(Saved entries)
- - -
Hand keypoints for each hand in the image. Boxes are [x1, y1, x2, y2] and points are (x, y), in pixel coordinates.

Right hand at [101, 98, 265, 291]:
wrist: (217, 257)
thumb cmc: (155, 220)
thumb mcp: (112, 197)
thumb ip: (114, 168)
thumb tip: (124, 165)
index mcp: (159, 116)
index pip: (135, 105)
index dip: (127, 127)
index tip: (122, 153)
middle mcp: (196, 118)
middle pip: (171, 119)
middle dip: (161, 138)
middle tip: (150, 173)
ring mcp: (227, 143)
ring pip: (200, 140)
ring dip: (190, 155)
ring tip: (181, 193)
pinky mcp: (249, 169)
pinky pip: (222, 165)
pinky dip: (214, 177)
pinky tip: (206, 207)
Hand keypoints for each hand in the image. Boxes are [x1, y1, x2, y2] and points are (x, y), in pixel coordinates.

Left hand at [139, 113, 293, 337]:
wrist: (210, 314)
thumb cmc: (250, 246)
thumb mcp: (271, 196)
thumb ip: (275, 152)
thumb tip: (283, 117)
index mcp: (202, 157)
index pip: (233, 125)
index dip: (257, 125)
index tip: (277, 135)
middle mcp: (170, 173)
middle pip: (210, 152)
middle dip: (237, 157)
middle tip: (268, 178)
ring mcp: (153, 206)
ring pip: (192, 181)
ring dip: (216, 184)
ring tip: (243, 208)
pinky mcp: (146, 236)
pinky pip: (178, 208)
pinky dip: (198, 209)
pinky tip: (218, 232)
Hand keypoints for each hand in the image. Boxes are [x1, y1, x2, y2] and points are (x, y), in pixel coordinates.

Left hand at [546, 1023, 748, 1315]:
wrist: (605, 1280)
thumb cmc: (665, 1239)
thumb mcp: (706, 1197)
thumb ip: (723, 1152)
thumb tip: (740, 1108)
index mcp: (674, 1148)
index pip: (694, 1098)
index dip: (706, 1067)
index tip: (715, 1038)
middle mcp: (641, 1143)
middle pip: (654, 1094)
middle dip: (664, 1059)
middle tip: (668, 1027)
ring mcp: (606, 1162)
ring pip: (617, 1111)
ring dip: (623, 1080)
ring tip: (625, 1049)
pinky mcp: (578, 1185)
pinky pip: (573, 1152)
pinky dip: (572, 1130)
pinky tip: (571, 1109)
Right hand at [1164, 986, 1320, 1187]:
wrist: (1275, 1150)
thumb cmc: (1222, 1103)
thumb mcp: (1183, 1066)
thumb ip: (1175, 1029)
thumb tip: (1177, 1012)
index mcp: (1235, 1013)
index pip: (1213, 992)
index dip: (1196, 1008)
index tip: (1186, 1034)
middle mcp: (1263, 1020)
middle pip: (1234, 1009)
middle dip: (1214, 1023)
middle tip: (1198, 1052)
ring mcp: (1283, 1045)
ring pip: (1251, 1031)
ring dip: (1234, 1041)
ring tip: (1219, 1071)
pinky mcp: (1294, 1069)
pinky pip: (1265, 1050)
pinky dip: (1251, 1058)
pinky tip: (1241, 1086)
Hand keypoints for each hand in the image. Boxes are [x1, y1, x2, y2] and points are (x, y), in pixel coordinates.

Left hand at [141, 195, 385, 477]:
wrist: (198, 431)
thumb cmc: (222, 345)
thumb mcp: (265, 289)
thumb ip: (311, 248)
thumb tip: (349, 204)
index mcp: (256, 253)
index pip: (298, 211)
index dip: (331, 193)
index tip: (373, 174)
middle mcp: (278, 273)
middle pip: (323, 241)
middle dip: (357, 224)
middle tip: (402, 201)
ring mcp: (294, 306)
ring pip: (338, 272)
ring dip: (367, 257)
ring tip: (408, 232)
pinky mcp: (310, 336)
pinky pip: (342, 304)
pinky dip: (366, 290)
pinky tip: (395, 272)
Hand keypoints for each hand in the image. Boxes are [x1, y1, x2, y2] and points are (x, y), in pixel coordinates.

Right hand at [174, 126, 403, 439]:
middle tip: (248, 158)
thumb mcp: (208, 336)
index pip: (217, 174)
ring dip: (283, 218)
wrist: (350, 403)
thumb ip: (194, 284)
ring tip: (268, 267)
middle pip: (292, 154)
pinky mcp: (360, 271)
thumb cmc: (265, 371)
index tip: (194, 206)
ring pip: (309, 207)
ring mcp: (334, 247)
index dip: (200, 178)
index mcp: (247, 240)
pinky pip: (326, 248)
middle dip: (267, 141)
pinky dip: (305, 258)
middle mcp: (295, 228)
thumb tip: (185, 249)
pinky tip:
- - -
• ASSIGNMENT: With no alteration of any kind, give the data again in full.

• EXERCISE RESPONSE:
Hand keypoints for each hand in the image. Boxes are [x1, y1, x2, y2] and points are (x, y), in pixel coordinates.

Right hand at [101, 98, 265, 291]:
wrist: (217, 257)
thumb cmc: (155, 220)
thumb mcp: (112, 197)
thumb ip: (114, 168)
thumb tip: (124, 165)
index mcp: (159, 116)
index pip: (135, 105)
index dip: (127, 127)
index tip: (122, 153)
middle mcp: (196, 118)
middle pip: (171, 119)
middle dip: (161, 138)
middle tip: (150, 173)
ring mcp: (227, 143)
ring pip: (200, 140)
ring dip: (190, 155)
ring tip: (181, 193)
pinky mcp: (249, 169)
pinky pip: (222, 165)
pinky dip: (214, 177)
pinky tip: (206, 207)
Hand keypoints for each hand in the image. Boxes are [x1, y1, x2, y2] and points are (x, y), in pixel coordinates.

Left hand at [139, 113, 293, 337]:
wrist: (210, 314)
thumb cmc: (250, 246)
thumb mcp: (271, 196)
thumb ip: (275, 152)
thumb tip: (283, 117)
index mcp: (202, 157)
index pip: (233, 125)
index dip: (257, 125)
index tip: (277, 135)
middle mcp: (170, 173)
middle pip: (210, 152)
middle dip: (237, 157)
middle tip: (268, 178)
ring mcp: (153, 206)
ring pip: (192, 181)
ring dip: (216, 184)
ring tip: (243, 208)
pinky mcp: (146, 236)
pinky pip: (178, 208)
pinky dip: (198, 209)
pinky tip: (218, 232)
Hand keypoints for each hand in the image. Boxes are [x1, y1, x2, y2] and points are (x, y), in pixel coordinates.

Left hand at [546, 1023, 748, 1315]:
wrist: (605, 1280)
thumb cmc: (665, 1239)
thumb mcp: (706, 1197)
thumb ip: (723, 1152)
thumb tip: (740, 1108)
index mcp: (674, 1148)
index pip: (694, 1098)
index dip: (706, 1067)
index tip: (715, 1038)
middle mcp: (641, 1143)
middle pip: (654, 1094)
middle dip: (664, 1059)
middle tip: (668, 1027)
ring mcp: (606, 1162)
ring pip: (617, 1111)
ring dip: (623, 1080)
ring tip: (625, 1049)
pinky mcp: (578, 1185)
pinky pip: (573, 1152)
pinky dip: (572, 1130)
pinky tip: (571, 1109)
Right hand at [1164, 986, 1320, 1187]:
wrist: (1275, 1150)
thumb cmc: (1222, 1103)
thumb mcp: (1183, 1066)
thumb ip: (1175, 1029)
thumb tip: (1177, 1012)
index mcp: (1235, 1013)
index pip: (1213, 992)
index dip: (1196, 1008)
index tip: (1186, 1034)
middle mcp: (1263, 1020)
middle pip: (1234, 1009)
middle dip: (1214, 1023)
middle tip: (1198, 1052)
ring mcp: (1283, 1045)
ring pip: (1251, 1031)
ring dip: (1234, 1041)
ring tip: (1219, 1071)
pinky mcp: (1294, 1069)
pinky pip: (1265, 1050)
pinky dip: (1251, 1058)
pinky tip: (1241, 1086)
Hand keypoints for each hand in the image. Boxes are [x1, y1, x2, y2] and points are (x, y), in pixel coordinates.

Left hand at [141, 195, 385, 477]:
wrist: (198, 431)
thumb cmc: (222, 345)
thumb mcp: (265, 289)
thumb ip: (311, 248)
thumb tip: (349, 204)
index mcp: (256, 253)
index pip: (298, 211)
index dip: (331, 193)
index tip: (373, 174)
middle mcp: (278, 273)
middle pip: (323, 241)
middle dip: (357, 224)
middle tip: (402, 201)
ring mcp: (294, 306)
ring pip: (338, 272)
ring dip: (367, 257)
ring tip: (408, 232)
pinky mcp: (310, 336)
pinky pip: (342, 304)
pinky dip: (366, 290)
pinky tip: (395, 272)
Hand keypoints for each hand in the image. Boxes are [x1, y1, x2, y2] and points are (x, y), in pixel coordinates.

Right hand at [174, 126, 403, 439]:
middle tip: (248, 158)
thumb mcp: (208, 336)
index pip: (217, 174)
ring dip: (283, 218)
wrist: (350, 403)
thumb ip: (194, 284)
ring tip: (268, 267)
middle pip: (292, 154)
pinky mcp: (360, 271)
thumb cmc: (265, 371)
index tip: (194, 206)
ring pip: (309, 207)
ring mcp: (334, 247)
index dip: (200, 178)
index mcp: (247, 240)
pinky pip: (326, 248)
middle dip: (267, 141)
pinky dip: (305, 258)
middle mcp: (295, 228)
thumb tip: (185, 249)
pinky tip:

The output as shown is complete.